## Input
- - -

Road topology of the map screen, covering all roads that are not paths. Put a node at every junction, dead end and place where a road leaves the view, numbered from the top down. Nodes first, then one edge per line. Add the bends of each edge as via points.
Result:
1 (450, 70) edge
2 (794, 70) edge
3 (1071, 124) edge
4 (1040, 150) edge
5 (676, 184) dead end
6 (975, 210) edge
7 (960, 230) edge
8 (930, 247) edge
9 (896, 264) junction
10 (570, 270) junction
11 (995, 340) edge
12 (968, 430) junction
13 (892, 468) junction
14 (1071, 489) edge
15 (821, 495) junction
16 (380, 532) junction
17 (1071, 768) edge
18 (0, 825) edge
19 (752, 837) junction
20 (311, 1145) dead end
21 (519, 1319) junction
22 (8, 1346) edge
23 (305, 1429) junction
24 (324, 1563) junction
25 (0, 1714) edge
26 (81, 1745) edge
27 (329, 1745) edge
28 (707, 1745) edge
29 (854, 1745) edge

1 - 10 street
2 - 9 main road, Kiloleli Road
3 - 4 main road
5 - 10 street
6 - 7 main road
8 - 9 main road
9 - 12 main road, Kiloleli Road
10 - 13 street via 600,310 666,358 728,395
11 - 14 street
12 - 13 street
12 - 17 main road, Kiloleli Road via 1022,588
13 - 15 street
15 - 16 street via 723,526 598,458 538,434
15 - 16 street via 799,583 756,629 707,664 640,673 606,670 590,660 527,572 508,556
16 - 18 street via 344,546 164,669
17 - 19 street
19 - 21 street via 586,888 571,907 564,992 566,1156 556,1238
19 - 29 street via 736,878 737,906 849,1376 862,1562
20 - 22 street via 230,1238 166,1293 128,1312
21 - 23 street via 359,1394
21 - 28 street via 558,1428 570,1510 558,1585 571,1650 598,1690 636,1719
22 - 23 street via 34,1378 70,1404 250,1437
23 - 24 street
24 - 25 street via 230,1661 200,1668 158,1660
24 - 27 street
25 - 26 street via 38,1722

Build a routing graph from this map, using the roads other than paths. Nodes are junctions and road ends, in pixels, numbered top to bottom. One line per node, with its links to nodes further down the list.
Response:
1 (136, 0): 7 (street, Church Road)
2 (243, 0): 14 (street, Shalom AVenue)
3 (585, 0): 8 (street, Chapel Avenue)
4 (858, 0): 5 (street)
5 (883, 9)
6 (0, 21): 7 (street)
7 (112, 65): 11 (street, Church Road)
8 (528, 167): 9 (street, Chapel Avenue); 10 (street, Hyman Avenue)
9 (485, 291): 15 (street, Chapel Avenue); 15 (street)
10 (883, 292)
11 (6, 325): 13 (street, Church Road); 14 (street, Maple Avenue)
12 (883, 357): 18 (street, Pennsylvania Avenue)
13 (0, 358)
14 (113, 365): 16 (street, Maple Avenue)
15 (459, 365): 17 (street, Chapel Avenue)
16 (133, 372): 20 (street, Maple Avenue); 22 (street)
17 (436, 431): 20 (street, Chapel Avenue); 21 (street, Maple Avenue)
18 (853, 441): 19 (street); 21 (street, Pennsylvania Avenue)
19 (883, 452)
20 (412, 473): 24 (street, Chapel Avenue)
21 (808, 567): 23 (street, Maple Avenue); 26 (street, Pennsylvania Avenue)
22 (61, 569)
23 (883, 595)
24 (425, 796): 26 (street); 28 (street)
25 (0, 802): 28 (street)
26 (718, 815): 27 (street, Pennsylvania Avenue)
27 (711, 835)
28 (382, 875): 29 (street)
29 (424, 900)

- - -

## Aim of the task
When a line of the records holds the word "dead", copy that line.

## Result for this exercise
Road topology of the map screen, covering all roads that are not paths. Put a node at every junction, dead end and place where a road leaves the view, numbered from the top down. Nodes first, then one edge per line. Add the bends of each edge as via points.
5 (676, 184) dead end
20 (311, 1145) dead end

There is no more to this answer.